# Betta...DONT JUMP!!



## blcknwitecuban (Apr 17, 2006)

well i moved my female betta from one of my main tanks because i noticed a little nippage so i moved her 2 a plastic containor and i planed 2 move her tomarrow... i have a glass top on the tank which the container is on but it only takes up half the tank. she was kind of close 2 the edge and i guess she jumped and landed in another containor floating in the tank and it was EMPTY! 

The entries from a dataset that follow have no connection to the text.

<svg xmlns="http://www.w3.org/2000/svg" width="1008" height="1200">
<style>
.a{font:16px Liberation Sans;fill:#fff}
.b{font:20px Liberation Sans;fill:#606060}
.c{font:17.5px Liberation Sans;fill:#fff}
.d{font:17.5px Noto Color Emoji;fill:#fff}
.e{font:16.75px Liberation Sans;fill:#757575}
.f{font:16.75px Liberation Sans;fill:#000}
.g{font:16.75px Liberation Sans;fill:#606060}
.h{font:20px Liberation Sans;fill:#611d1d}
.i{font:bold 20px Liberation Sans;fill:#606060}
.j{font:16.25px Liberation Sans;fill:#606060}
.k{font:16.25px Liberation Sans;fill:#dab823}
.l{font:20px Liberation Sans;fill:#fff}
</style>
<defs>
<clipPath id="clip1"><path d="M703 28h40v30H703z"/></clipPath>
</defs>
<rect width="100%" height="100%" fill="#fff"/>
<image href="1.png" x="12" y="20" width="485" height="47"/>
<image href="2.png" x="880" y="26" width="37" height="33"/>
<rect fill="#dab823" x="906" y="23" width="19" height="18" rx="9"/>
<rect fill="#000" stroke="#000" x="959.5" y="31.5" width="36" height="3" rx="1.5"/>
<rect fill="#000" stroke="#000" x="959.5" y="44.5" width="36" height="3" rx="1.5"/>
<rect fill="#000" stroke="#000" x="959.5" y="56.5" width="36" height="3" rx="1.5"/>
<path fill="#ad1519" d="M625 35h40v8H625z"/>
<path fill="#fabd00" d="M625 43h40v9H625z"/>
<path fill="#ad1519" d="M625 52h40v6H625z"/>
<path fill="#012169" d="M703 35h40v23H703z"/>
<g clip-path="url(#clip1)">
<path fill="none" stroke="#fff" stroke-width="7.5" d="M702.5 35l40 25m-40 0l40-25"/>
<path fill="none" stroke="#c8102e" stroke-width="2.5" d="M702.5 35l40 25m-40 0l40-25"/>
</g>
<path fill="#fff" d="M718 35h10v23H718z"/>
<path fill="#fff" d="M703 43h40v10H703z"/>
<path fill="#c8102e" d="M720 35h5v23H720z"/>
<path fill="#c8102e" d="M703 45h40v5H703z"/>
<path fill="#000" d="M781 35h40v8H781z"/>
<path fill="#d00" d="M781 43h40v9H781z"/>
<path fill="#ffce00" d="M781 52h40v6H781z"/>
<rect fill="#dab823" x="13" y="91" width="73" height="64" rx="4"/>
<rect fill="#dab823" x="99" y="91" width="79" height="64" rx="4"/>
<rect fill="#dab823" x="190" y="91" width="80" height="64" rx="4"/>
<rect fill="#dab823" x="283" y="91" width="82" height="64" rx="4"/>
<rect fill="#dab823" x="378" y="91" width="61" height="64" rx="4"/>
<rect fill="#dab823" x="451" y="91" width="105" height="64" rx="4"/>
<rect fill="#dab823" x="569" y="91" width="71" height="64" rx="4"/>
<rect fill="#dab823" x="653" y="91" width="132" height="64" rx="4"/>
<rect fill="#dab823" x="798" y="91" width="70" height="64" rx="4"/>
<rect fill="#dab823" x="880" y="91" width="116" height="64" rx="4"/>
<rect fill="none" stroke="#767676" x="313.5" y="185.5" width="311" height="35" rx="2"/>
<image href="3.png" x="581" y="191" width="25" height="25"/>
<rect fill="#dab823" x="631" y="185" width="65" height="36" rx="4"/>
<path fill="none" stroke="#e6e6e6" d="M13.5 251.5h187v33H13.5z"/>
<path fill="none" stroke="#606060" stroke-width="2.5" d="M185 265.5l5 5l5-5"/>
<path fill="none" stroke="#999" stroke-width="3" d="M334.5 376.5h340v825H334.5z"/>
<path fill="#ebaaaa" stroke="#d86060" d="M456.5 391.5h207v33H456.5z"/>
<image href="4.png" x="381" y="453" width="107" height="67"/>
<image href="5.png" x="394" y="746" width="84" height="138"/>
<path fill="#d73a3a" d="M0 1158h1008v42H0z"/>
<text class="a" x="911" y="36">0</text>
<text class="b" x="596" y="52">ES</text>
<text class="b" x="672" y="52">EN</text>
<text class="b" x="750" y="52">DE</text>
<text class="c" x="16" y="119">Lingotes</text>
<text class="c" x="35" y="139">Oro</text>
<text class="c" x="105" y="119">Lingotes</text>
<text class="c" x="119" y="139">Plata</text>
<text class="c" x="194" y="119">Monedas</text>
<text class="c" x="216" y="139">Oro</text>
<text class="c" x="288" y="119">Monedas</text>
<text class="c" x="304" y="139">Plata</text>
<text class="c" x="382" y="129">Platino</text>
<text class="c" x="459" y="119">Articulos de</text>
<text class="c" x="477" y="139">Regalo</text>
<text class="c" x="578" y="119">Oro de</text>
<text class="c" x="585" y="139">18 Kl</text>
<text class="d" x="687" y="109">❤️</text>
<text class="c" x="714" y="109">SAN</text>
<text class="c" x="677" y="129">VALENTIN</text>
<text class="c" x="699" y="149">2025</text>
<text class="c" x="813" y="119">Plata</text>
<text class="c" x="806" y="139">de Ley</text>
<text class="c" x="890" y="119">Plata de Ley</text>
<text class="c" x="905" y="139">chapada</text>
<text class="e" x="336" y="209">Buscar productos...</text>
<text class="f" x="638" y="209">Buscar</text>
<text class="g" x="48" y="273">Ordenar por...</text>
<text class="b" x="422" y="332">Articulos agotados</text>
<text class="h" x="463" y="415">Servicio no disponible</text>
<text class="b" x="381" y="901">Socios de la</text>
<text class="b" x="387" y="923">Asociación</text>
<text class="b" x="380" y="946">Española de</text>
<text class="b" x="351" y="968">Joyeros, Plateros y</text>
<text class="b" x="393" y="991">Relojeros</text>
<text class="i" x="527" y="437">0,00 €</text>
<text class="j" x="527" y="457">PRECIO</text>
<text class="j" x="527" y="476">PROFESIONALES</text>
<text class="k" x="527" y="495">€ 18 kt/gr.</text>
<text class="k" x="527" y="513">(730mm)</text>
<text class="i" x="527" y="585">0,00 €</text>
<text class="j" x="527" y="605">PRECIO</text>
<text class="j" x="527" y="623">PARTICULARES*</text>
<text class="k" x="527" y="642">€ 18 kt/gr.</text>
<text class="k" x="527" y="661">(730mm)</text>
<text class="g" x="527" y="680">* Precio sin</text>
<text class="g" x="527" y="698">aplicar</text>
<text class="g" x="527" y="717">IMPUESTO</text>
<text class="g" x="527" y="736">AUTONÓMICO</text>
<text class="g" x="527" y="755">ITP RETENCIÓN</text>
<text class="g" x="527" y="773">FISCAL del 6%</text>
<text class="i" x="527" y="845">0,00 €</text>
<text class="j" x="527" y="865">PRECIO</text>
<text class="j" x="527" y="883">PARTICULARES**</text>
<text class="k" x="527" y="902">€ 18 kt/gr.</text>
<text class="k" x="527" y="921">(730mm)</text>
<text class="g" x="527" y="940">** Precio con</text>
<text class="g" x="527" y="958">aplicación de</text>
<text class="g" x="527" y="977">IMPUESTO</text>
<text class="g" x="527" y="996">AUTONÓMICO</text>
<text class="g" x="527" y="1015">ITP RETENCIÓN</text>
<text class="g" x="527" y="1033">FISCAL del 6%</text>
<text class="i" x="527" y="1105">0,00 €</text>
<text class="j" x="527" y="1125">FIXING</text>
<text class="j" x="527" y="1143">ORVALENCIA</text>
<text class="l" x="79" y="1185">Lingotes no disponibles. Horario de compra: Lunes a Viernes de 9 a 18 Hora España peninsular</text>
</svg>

well when i found her she was dried out... it must have bin an hour at least.. i quickly put her in the net that was hangin off the side of the tank and right now shes just sitting there. i hope 2 god that shes ok.. i hurd about the cat scaring the betta out and it landing on the floor and i hope mine has a good outcome 2. shes siting in the net but shes alive and jerks around every so often and opens her mouth 4 air. thank gawd shes a labrynth fish... i'll keep every1 updated on her recovery.... ive had her a long time and shes a fighter.
shes my dyme piece.


----------



## darkfalz (May 7, 2006)

Bettas jump, especially females, you must always keep the tank covered. They can jump through little holes or gaps. If she was dried out at all, then she won't recover, of if she does will be very sick and die anyway.


----------



## Alisha (Aug 5, 2005)

I hope your betta recovers. I don't really know the likelihood of it though. However;I did read a story on here once about a betta jumping and being out for a long period of time before anyone found it and when they did find him he was very dried out as well, but he recovered. So I hope your's does too. Keep us posted...


----------



## Guest (Dec 6, 2006)

darkfalz...bettas can recover from being dried out...it takes a while and a lot of care but ofcourse it can occur


----------



## Lydia (Feb 6, 2005)

Darkfalz, not to be contradictory, but what you said isn't true. I had a koi that jumped out of my pond, and he was dried out when I found him the next morning. I put him in a bucket of water just in case, and a few hours later I looked in there he was alive. Just barely, but he was alive. I put him in a seperate bucket with clean water and an airstone and kept him in there for a day or two. After a few days I put him back in the pond and he is doing great now. This was about 6 months ago and he's very healthy and growing well.

I've also had other fish jump out and be dried out some and recover, so that wasn't just an exception.


----------